Queensland held off New South Wales' attacks for most of the second half. Matt Cooper was denied tries twice in the first 10 minutes, once by a last-ditch try-saving tackle by Bell on the try line. It was not till the 73rd minute that New South Wales' Matt King, in his farewell Origin performance having announced his intention to relocate the Super League in 2008, scored a try which was set up by a flat pass from eventual man-of-the-match Greg Bird. Hazem El Masri, in his debut performance for the Blues after an 11-year top-grade career, converted from the sideline, giving New South Wales an important 8-point lead. In the 79th minute, Paul Gallen was able to offload to El Masri on the tryline and the result was sealed. This try also brought New South Wales' points total for the series above that of Queensland.

Jarryd Hayne received the Brad Fittler Medal for New South Wales player of the series. Cameron Smith received the Ron McAuliffe Medal as Queensland's player of the series.

==Players==

===New South Wales===
The Bulldogs and Knights contributed the most players, four each, to the total used by New South Wales during the series.

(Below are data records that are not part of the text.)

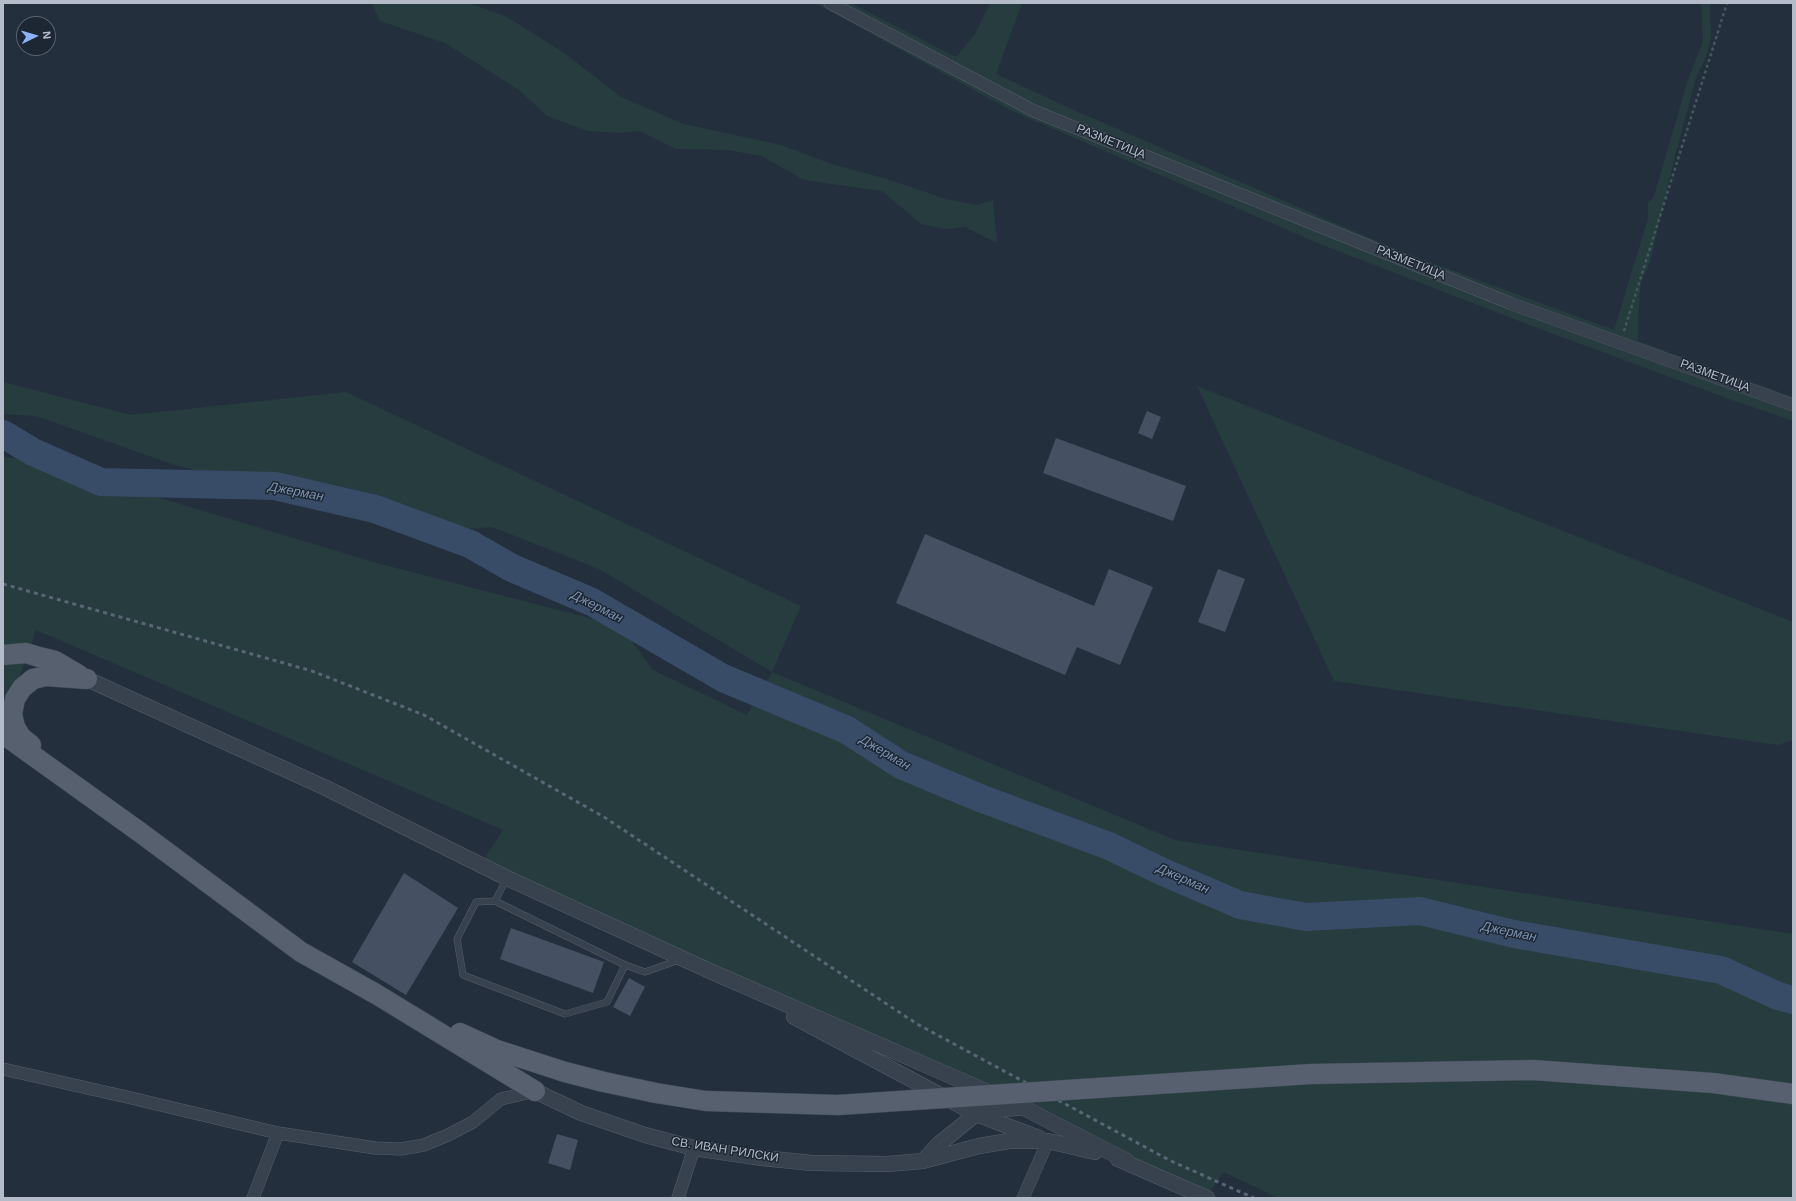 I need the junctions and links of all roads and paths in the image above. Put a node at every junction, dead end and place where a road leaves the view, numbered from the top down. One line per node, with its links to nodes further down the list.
1 (830, 3): 3 (street, РАЗМЕТИЦА)
2 (1728, 3): 3 (path)
3 (1620, 342): 4 (street, РАЗМЕТИЦА)
4 (1793, 405)
5 (3, 655): 6 (main road)
6 (86, 679): 8 (main road); 9 (street)
7 (3, 734): 8 (main road)
8 (141, 833): 14 (main road)
9 (507, 878): 10 (lane); 11 (street)
10 (495, 901): 12 (lane); 12 (lane)
11 (683, 959): 12 (lane); 13 (street)
12 (625, 965)
13 (712, 972): 19 (street); 20 (street)
14 (376, 994): 16 (main road); 17 (main road)
15 (3, 1070): 21 (street)
16 (566, 1072): 17 (main road); 18 (main road, bridge)
17 (535, 1092): 21 (street); 23 (street, СВ. ИВАН РИЛСКИ)
18 (1793, 1094)
19 (1022, 1108): 20 (street); 25 (street)
20 (976, 1114): 22 (street); 24 (street)
21 (278, 1133): 26 (street)
22 (1048, 1141): 24 (street, СВ. ИВАН РИЛСКИ); 25 (street, СВ. ИВАН РИЛСКИ); 28 (street)
23 (694, 1148): 24 (street, СВ. ИВАН РИЛСКИ); 27 (street)
24 (923, 1161)
25 (1127, 1161): 29 (street, СВ. ИВАН РИЛСКИ)
26 (253, 1198)
27 (678, 1198)
28 (1023, 1198)
29 (1207, 1198) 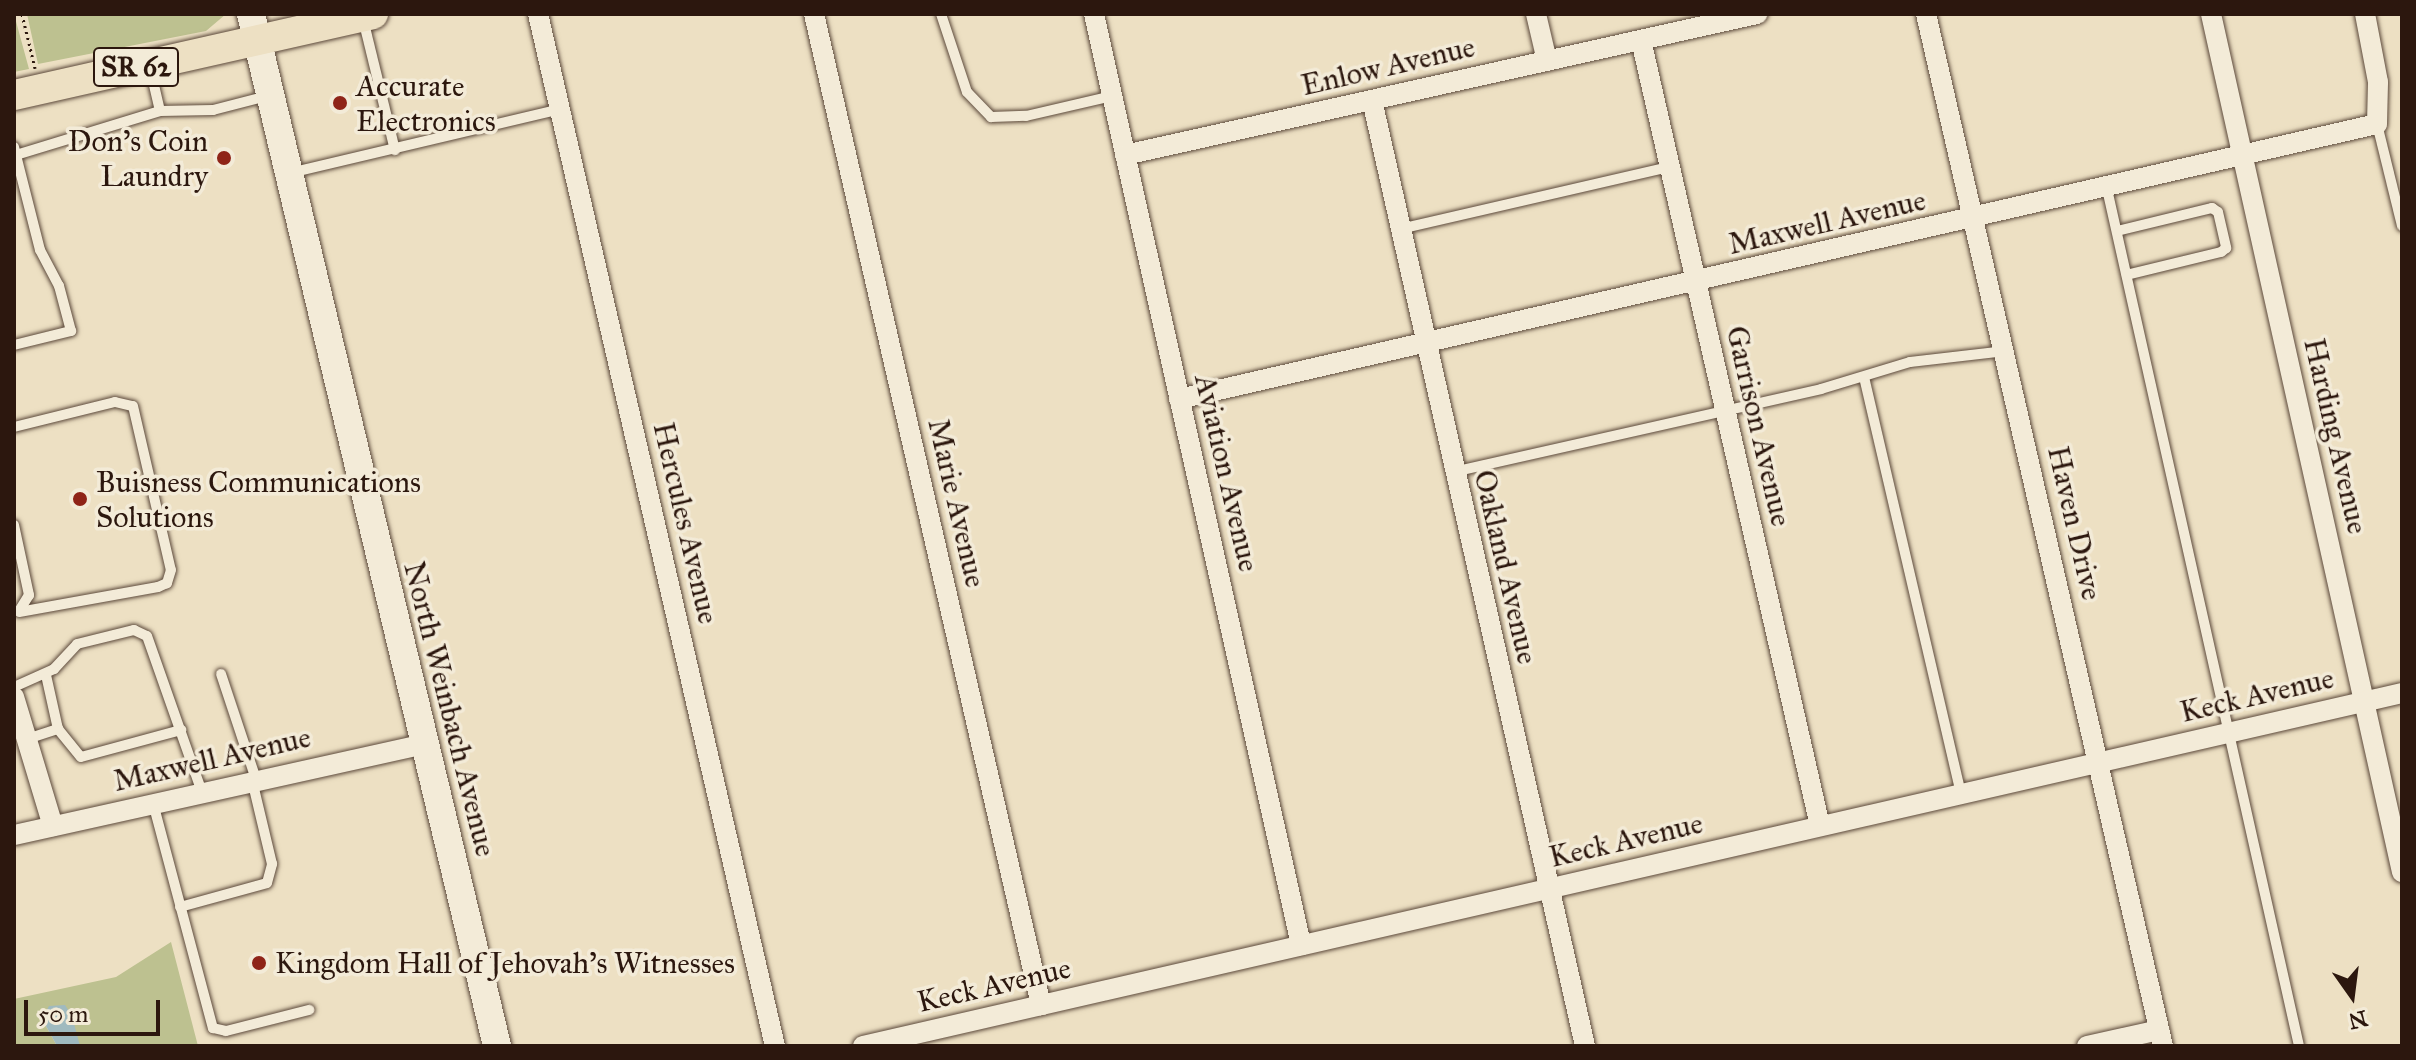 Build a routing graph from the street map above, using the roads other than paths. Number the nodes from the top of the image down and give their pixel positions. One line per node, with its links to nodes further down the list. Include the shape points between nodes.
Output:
1 (538, 14): 19 (street, Hercules Avenue)
2 (814, 14): 69 (street, Marie Avenue)
3 (941, 14): 17 (lane, via 967,92 991,117 1026,116)
4 (1536, 14): 13 (street)
5 (1757, 14): 12 (street, Enlow Avenue)
6 (1926, 14): 30 (street, Haven Drive)
7 (2211, 14): 25 (street, Harding Avenue)
8 (2365, 14): 21 (street, via 2378,82)
9 (368, 15): 11 (main road, SR 62); 22 (lane)
10 (1097, 15): 17 (street, Aviation Avenue)
11 (254, 27): 14 (main road, SR 62); 16 (main road, North Weinbach Avenue)
12 (1641, 40): 13 (street, Enlow Avenue); 26 (street, Garrison Avenue)
13 (1547, 61): 18 (street, Enlow Avenue)
14 (149, 64): 15 (main road, SR 62); 20 (lane)
15 (14, 95)
16 (269, 96): 20 (lane, via 213,110); 28 (main road, North Weinbach Avenue)
17 (1112, 96): 24 (street, Aviation Avenue)
18 (1372, 100): 24 (street, Enlow Avenue); 32 (street, Oakland Avenue)
19 (560, 109): 22 (lane); 73 (street, Hercules Avenue)
20 (160, 111): 23 (lane)
21 (2377, 124): 25 (street, Maxwell Avenue); 31 (lane)
22 (395, 150): 28 (lane)
23 (15, 151): 27 (lane)
24 (1125, 155): 40 (street, Aviation Avenue)
25 (2242, 155): 29 (street, Maxwell Avenue); 51 (street, Harding Avenue)
26 (1669, 167): 32 (lane); 35 (street, Garrison Avenue)
27 (17, 170): 36 (lane, via 71,331)
28 (286, 174): 56 (main road, North Weinbach Avenue)
29 (2107, 189): 30 (street, Maxwell Avenue); 33 (lane)
30 (1974, 219): 35 (street, Maxwell Avenue); 38 (street, Haven Drive)
31 (2402, 226)
32 (1400, 229): 37 (street, Oakland Avenue)
33 (2117, 231): 34 (lane); 34 (lane, via 2212,208 2218,212 2226,248 2221,252)
34 (2127, 275): 54 (lane)
35 (1696, 283): 37 (street, Maxwell Avenue); 41 (street, Garrison Avenue)
36 (14, 345)
37 (1426, 345): 40 (street, Maxwell Avenue); 43 (street, Oakland Avenue)
38 (2005, 351): 39 (lane, via 1910,362); 57 (street, Haven Drive)
39 (1864, 377): 41 (lane); 60 (lane)
40 (1179, 399): 68 (street, Aviation Avenue)
41 (1725, 410): 43 (lane); 63 (street, Garrison Avenue)
42 (14, 427): 45 (lane, via 115,402 133,406 171,570 167,583 158,587)
43 (1453, 472): 66 (street, Oakland Avenue)
44 (14, 525): 45 (lane, via 29,595)
45 (16, 613)
46 (221, 674): 58 (lane)
47 (46, 675): 48 (lane); 52 (lane); 53 (lane, via 77,644 134,630 147,636 154,649)
48 (14, 687)
49 (2402, 693): 51 (street, Keck Avenue)
50 (14, 697): 55 (street)
51 (2366, 701): 54 (street, Keck Avenue); 65 (street, Harding Avenue)
52 (58, 729): 53 (lane, via 81,757); 55 (lane)
53 (181, 730): 59 (lane)
54 (2229, 732): 57 (street, Keck Avenue); 77 (lane)
55 (27, 739): 62 (street)
56 (423, 744): 58 (street, Maxwell Avenue); 72 (main road, North Weinbach Avenue)
57 (2100, 762): 60 (street, Keck Avenue); 71 (street, Haven Drive)
58 (254, 780): 59 (street, Maxwell Avenue); 67 (lane, via 272,864 267,883)
59 (202, 792): 61 (street, Maxwell Avenue)
60 (1961, 794): 63 (street, Keck Avenue)
61 (153, 803): 62 (street, Maxwell Avenue); 67 (lane)
62 (53, 826): 64 (street, Maxwell Avenue)
63 (1820, 826): 66 (street, Keck Avenue)
64 (14, 835)
65 (2402, 872)
66 (1548, 888): 68 (street, Keck Avenue); 75 (street, Oakland Avenue)
67 (180, 907): 70 (lane, via 213,1028 226,1031)
68 (1301, 945): 69 (street, Keck Avenue)
69 (1041, 1005): 74 (street, Keck Avenue)
70 (309, 1010)
71 (2161, 1038): 76 (street)
72 (497, 1046)
73 (775, 1046)
74 (863, 1046)
75 (1585, 1046)
76 (2087, 1046)
77 (2299, 1046)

| Position | Game 1 | Game 2 | Game 3 |
|---|---|---|---|
| Fullback | Anthony Minichiello | Brett Stewart* |  |
| Wing | Matt King |  | Hazem El Masri* |
| Centre | Jamie Lyon |  | Matt King |
| Centre | Matt Cooper |  |  |
| Wing | Jarryd Hayne |  |  |
| Five-Eighth | Braith Anasta |  | Greg Bird |
| Halfback | Jarrod Mullen | Brett Kimmorley |  |
| Prop | Brett White | Willie Mason |  |
| Hooker | Danny Buderus (c) |  |  |
| Prop | Brent Kite |  |  |
| Second Row | Nathan Hindmarsh |  |  |
| Second Row | Willie Mason | Steve Simpson | Andrew Ryan |
| Lock | Andrew Ryan |  | Paul Gallen |
| Interchange | Luke Bailey |  |  |
| Interchange | Steve Simpson | Brett White | Steve Simpson |
| Interchange | Anthony Tupou | Ryan Hoffman |  |
| Interchange | Kurt Gidley | Greg Bird | Kurt Gidley |
| Coach | Graham Murray |  |  |

- Bulldogs Hazem El Masri was a late replacement for Jamie Lyon, who suffered a hamstring injury in Manly's loss to the Bulldogs in the round before game III.
- Manly's Brett Stewart took the place of Anthony Minichiello who succumbed to a back injury.

===Queensland===
2007's defending premiers, the Brisbane Broncos were the most heavily represented club in the Maroons, with eight players.

| Position | Game 1 | Game 2 | Game 3 |
|---|---|---|---|
| Fullback | Karmichael Hunt |  |  |
| Wing | Brent Tate |  |  |
| Centre | Justin Hodges |  |  |
| Centre | Steven Bell |  |  |
| Wing | Greg Inglis |  |  |
| Five-Eighth | Darren Lockyer (c) |  |  |
| Halfback | Johnathan Thurston |  |  |
| Prop | Petero Civoniceva |  |  |
| Hooker | Cameron Smith |  |  |
| Prop | Steve Price |  |  |
| Second Row | Tonie Carroll |  |  |
| Second Row | Nate Myles | Carl Webb |  |
| Lock | Dallas Johnson |  |  |
| Interchange | Shaun Berrigan |  |  |
| Interchange | Jacob Lillyman |  | Matt Bowen* |
| Interchange | Neville Costigan |  | Dane Carlaw* |
| Interchange | Antonio Kaufusi* | Nate Myles |  |
| Coach | Mal Meninga |  |  |

- Carl Webb (second row) was selected to play in game I but ruled out due to injury. He was replaced by Antonio Kaufusi, on the bench, with Nate Myles going to the second row. Webb was selected for game II following the injury of Kaufusi during game I.
- Jacob Lillyman was chosen for the interchange bench in game III, but ruled out due to injury. He was replaced by Matt Bowen.
- Neville Costigan was also selected for game III, on the interchange bench, but injured his hand on match eve. He was replaced by Dane Carlaw.